In a dramatic rescue reminiscent of the hit movie "A Perfect Storm," U.S. satellites in the international Search and Rescue Satellite-Aided Tracking Program (Cospas-Sarsat) helped pluck six fisherman from the icy Atlantic off North Carolina recently.

The U.S. mission control center for the Cospas-Sarsat system recently began upgrading its entire computer system, and the system's increased capacity aided in speeding data from the lost ship to rescue teams, according to NOAA officials.

On Jan. 6, satellites operated by the Commerce Department's National Oceanic and Atmospheric Administration (NOAA) and its partners in the Cospas-Sarsat system detected a distress signal from the Mediterranean Sea II , a 53-foot fishing boat adrift in rough seas 50 miles southeast of Cape Fear, N.C.

As the vessel foundered, aflame in both the engine room and electrical system and taking on water, the six-man crew activated a position-indicating radio beacon. The signal was picked up by a NOAA Geostationary Operational Environmental Satellite (GOES) and detected by a Cospas-Sarsat station in Chile, which then relayed it to the U.S. mission control center at NOAA's National Environmental Satellite, Data, and Information Service in Suitland, Md.

The center notified the Coast Guard Atlantic Area Command in Portsmouth, Va., and three search and rescue air crews retrieved the fishermen from crests running 10 to 15 feet high with sustained winds of 25 mph.

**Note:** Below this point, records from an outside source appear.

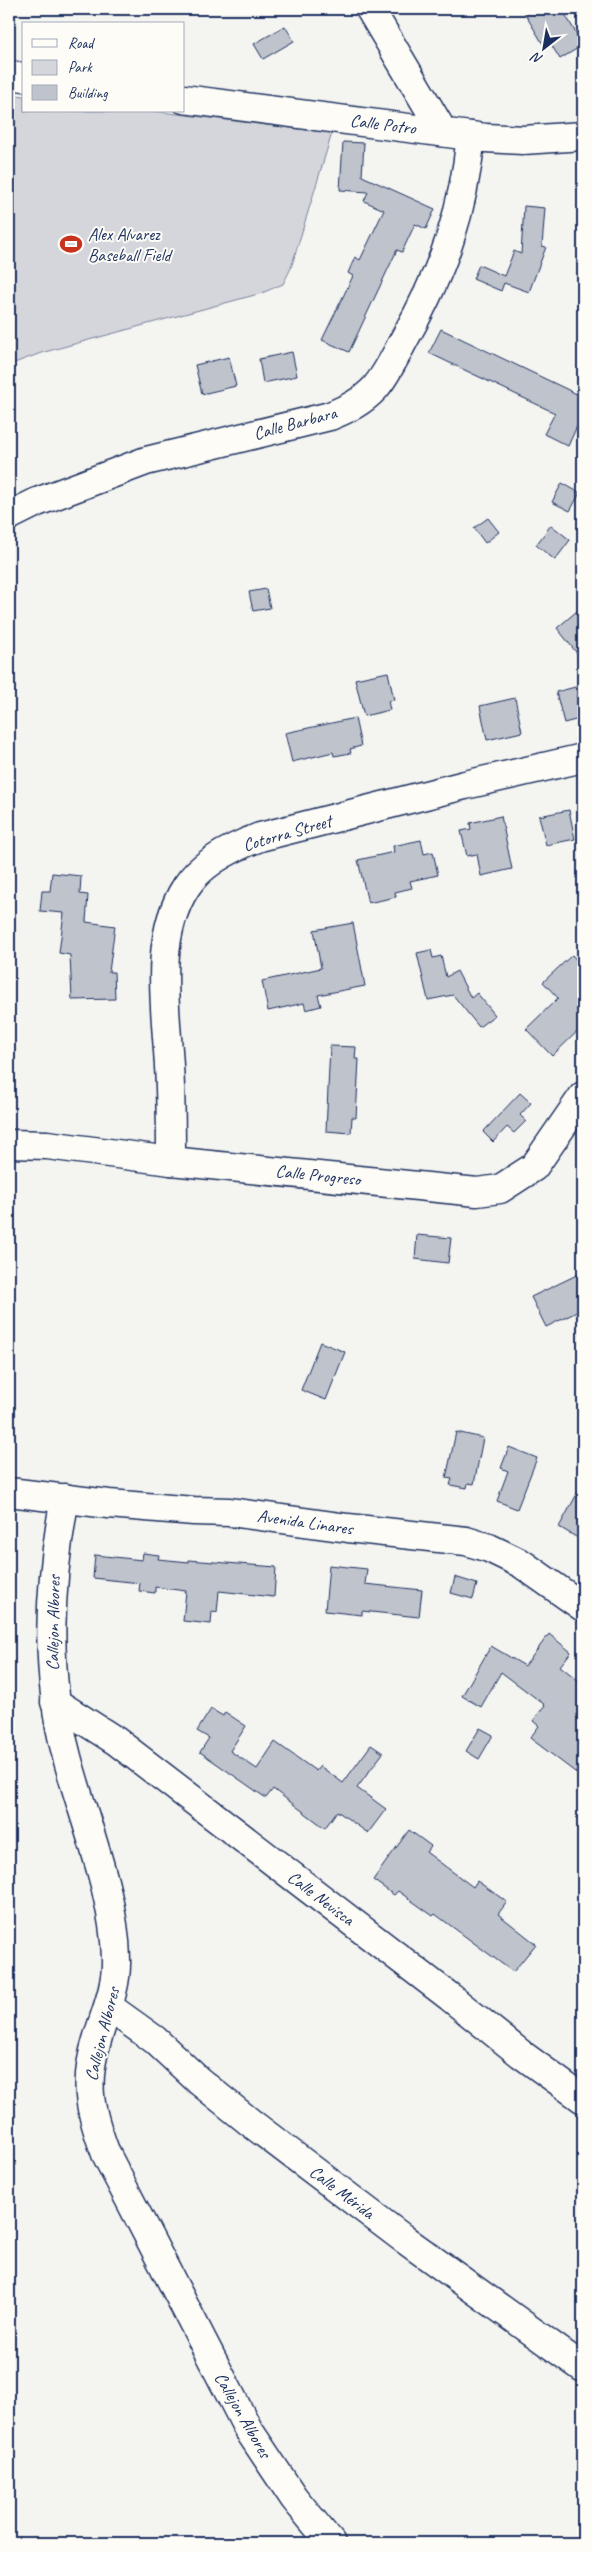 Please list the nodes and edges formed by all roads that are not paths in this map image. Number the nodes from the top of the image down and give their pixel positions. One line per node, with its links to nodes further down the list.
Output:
1 (370, 9): 5 (street)
2 (9, 75): 3 (street)
3 (22, 77)
4 (185, 99): 5 (street, Calle Potro)
5 (443, 132): 6 (street, Calle Potro)
6 (471, 136): 7 (street, Calle Potro); 8 (street, Calle Barbara)
7 (583, 136)
8 (9, 516)
9 (583, 758): 12 (street, Cotorra Street)
10 (583, 1096): 12 (street, Calle Progreso)
11 (9, 1144): 12 (street, Calle Progreso)
12 (171, 1161)
13 (9, 1492): 14 (street, Avenida Linares)
14 (65, 1498): 15 (street, Avenida Linares); 16 (street, Callejon Albores)
15 (583, 1607)
16 (55, 1702): 17 (street, Callejon Albores); 18 (street, Calle Nevisca)
17 (108, 2007): 19 (street, Calle Mérida); 20 (street, Callejon Albores)
18 (583, 2099)
19 (583, 2368)
20 (331, 2543) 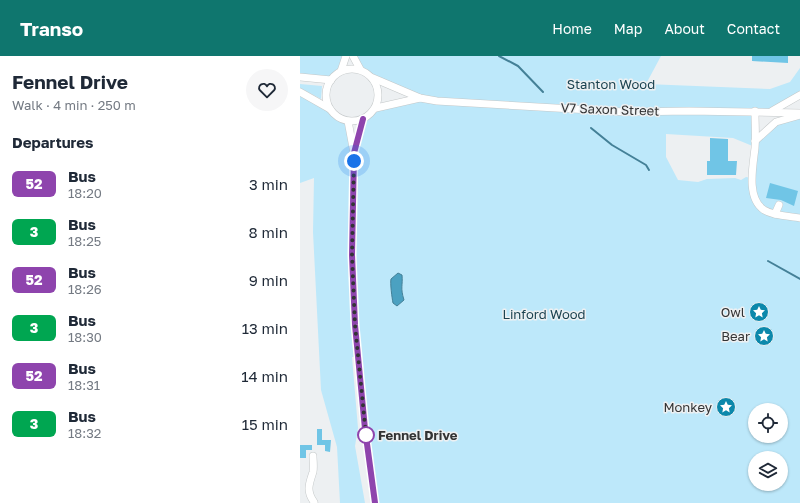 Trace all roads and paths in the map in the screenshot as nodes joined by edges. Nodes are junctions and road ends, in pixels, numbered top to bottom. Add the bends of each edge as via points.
1 (346, 56) edge
2 (353, 56) edge
3 (360, 69) junction
4 (341, 71) junction
5 (300, 77) edge
6 (373, 78) junction
7 (331, 80) junction
8 (300, 92) edge
9 (800, 95) edge
10 (420, 98) junction
11 (376, 108) junction
12 (330, 109) junction
13 (755, 111) junction
14 (770, 112) junction
15 (800, 114) edge
16 (363, 119) junction
17 (348, 121) junction
18 (755, 141) junction
19 (354, 153) junction
20 (779, 205) dead end
21 (775, 214) junction
22 (800, 218) edge
23 (313, 456) dead end
24 (300, 486) edge
25 (308, 486) junction
26 (375, 501) edge
27 (314, 502) dead end

1 - 4 street
2 - 3 street
3 - 4 street via 350,68
3 - 6 street
4 - 7 street
5 - 7 street
6 - 10 street, V7 Saxon Street
6 - 11 street via 379,93
7 - 12 street via 326,94
8 - 12 street
9 - 14 street
10 - 11 street, V7 Saxon Street
10 - 13 street, V7 Saxon Street via 449,102 625,112
11 - 16 street
12 - 17 street via 335,115
13 - 14 street, V7 Saxon Street
13 - 18 street
14 - 15 street, V7 Saxon Street
15 - 18 street via 776,122
16 - 17 street
16 - 19 street
17 - 19 street
18 - 21 street via 752,166 755,196 763,209
19 - 26 street via 352,255 355,325
20 - 21 street
21 - 22 street
23 - 25 street via 313,471
24 - 25 street
25 - 27 street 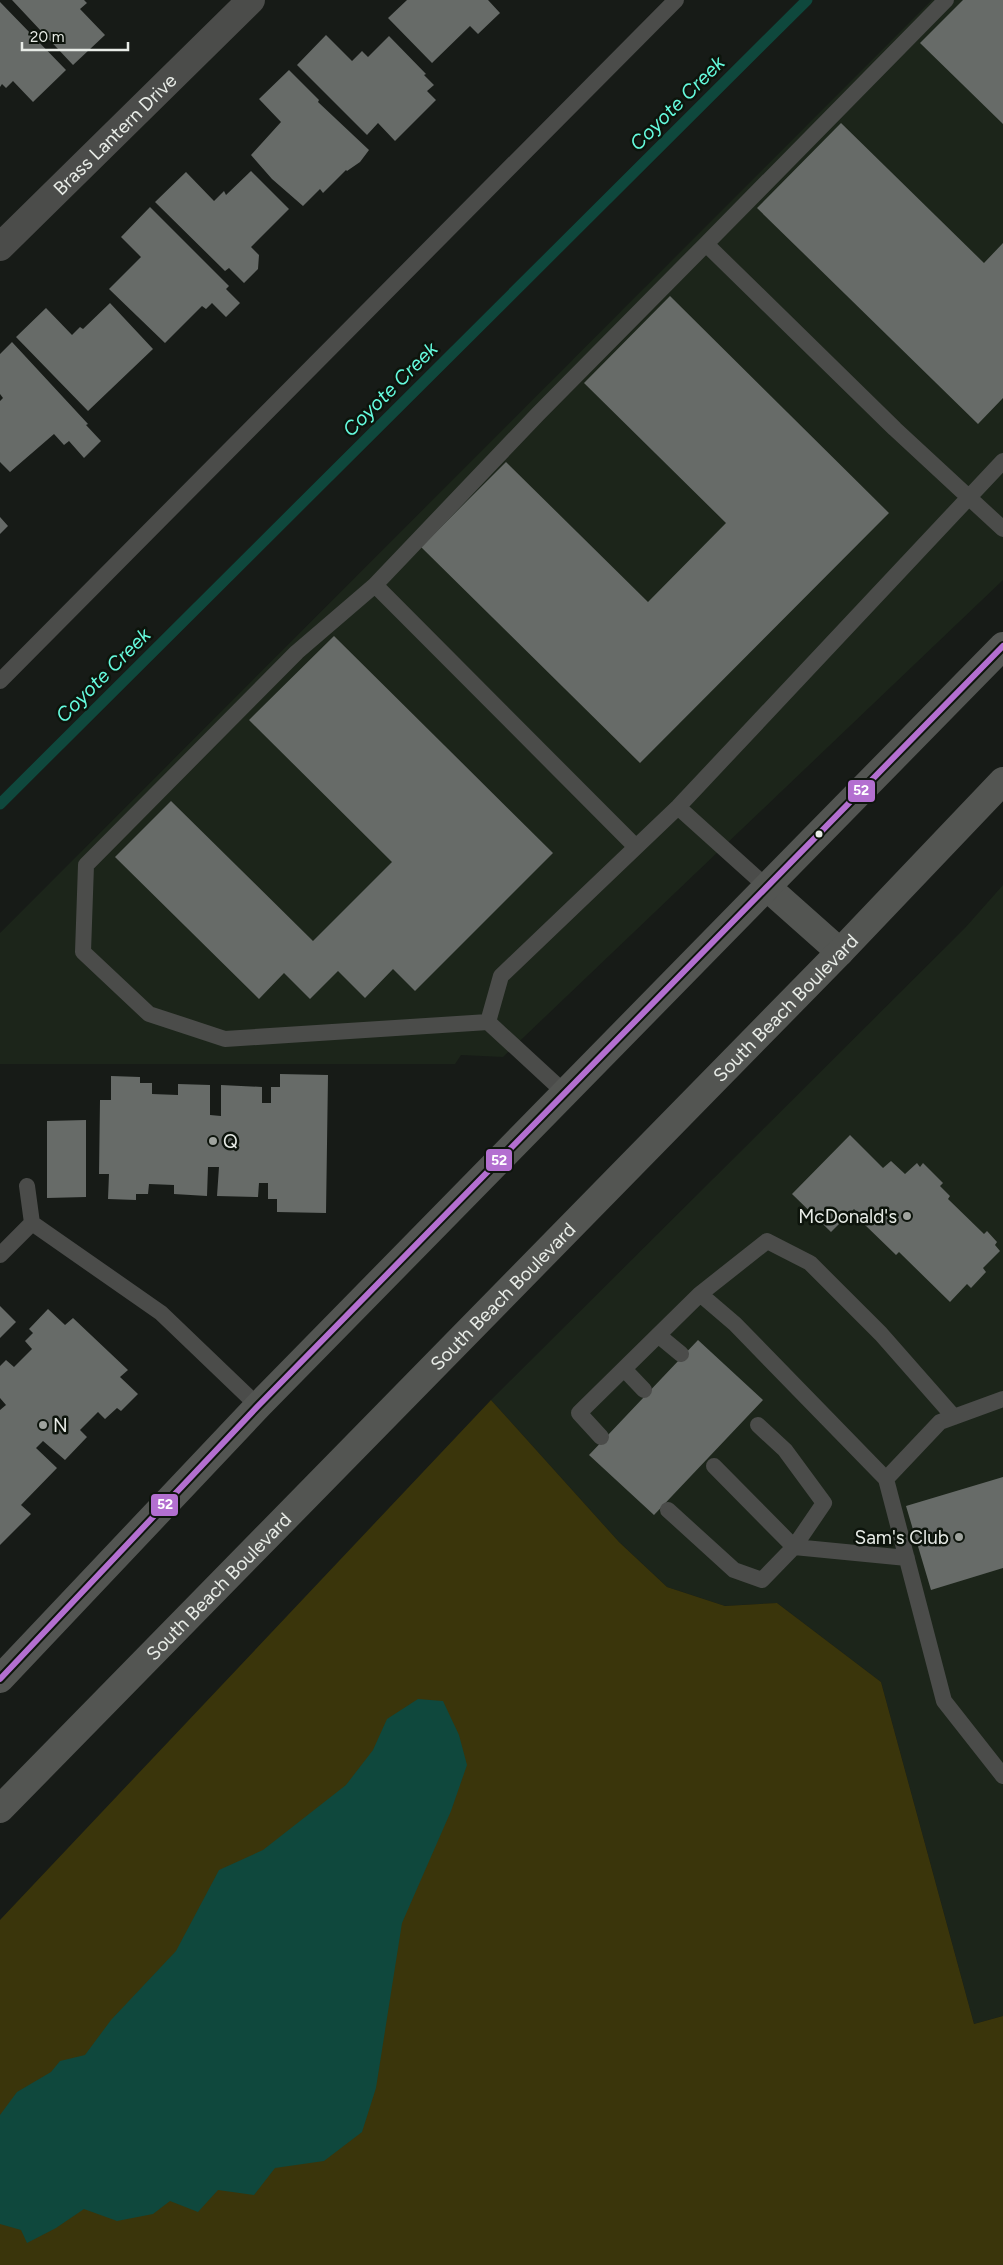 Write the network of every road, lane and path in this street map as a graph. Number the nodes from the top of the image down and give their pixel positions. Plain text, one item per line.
1 (251, 0) edge
2 (676, 0) edge
3 (946, 0) edge
4 (706, 244) junction
5 (0, 246) edge
6 (1003, 461) edge
7 (968, 497) junction
8 (1003, 529) edge
9 (375, 585) junction
10 (1003, 646) edge
11 (0, 681) edge
12 (1003, 781) edge
13 (678, 807) junction
14 (636, 847) junction
15 (768, 888) junction
16 (840, 952) junction
17 (488, 1022) junction
18 (565, 1093) junction
19 (27, 1186) dead end
20 (32, 1223) junction
21 (0, 1255) edge
22 (700, 1294) junction
23 (658, 1335) junction
24 (681, 1354) dead end
25 (624, 1369) junction
26 (644, 1390) dead end
27 (1003, 1400) edge
28 (258, 1406) junction
29 (954, 1417) junction
30 (758, 1425) dead end
31 (601, 1436) dead end
32 (714, 1466) dead end
33 (886, 1478) junction
34 (668, 1510) dead end
35 (794, 1547) junction
36 (907, 1558) junction
37 (0, 1679) edge
38 (1003, 1776) edge
39 (0, 1810) edge

1 - 5 street, Brass Lantern Drive
2 - 11 lane
3 - 4 lane
4 - 7 lane
4 - 9 lane
6 - 7 lane
7 - 8 lane
7 - 13 lane
9 - 14 lane
9 - 17 lane
10 - 15 main road
12 - 16 main road, South Beach Boulevard
13 - 14 lane
13 - 15 lane
14 - 17 lane
15 - 16 main road
15 - 18 main road
16 - 39 main road, South Beach Boulevard
17 - 18 lane
18 - 28 main road
19 - 20 lane
20 - 21 lane
20 - 28 lane
22 - 23 lane
22 - 29 lane
22 - 33 lane
23 - 24 lane
23 - 25 lane
25 - 26 lane
25 - 31 lane
27 - 29 lane
28 - 37 main road
29 - 33 lane
30 - 35 lane
32 - 35 lane
33 - 36 lane
34 - 35 lane
35 - 36 lane
36 - 38 lane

Without the emergency beacon and the satellites honing in, the fishermen "would have had a very tough time ever being found. They had lost all electrical power and [the] ship was dead in the water," said Lt. j.g Dan Karlson, the Sarsat technical affairs officer. "They had managed to drop their anchor, but when that electrical and engine room fire occurred, they had no other means of communicating with [the] outside world." The Cospas-Sarsat system uses a constellation of satellites to locate emergency beacons on vessels and aircraft in distress, according to Karlson. GOES, which orbits the Earth from pole to pole, can detect distress signals instantly.

The U.S. mission control center began replacing its computer system — which includes machines that range from three to five years old — in September, said Sam Baker, chief of the center. A planned switch to a frame relay routing construction will boost the center's computing speed, reliability and data-analysis capability, Baker said.

In the Cospas-Sarsat worldwide system, emergency signals are gathered at the U.S. mission control center, and then are automatically sent to rescue forces around the world. More than 12,000 lives have been saved worldwide since the system became operational in 1982.

A Russian COSPAS satellite provided the first Doppler weather report for the rescue teams on Jan. 6, and local tracking stations in Spain, Australia, Canada and Japan contributed location information.

In the United States, about 78,000 emergency beacons of the type used by the Mediterranean Sea II are in use on boats ranging from private yachts to commercial sea-going vessels, Karlson said.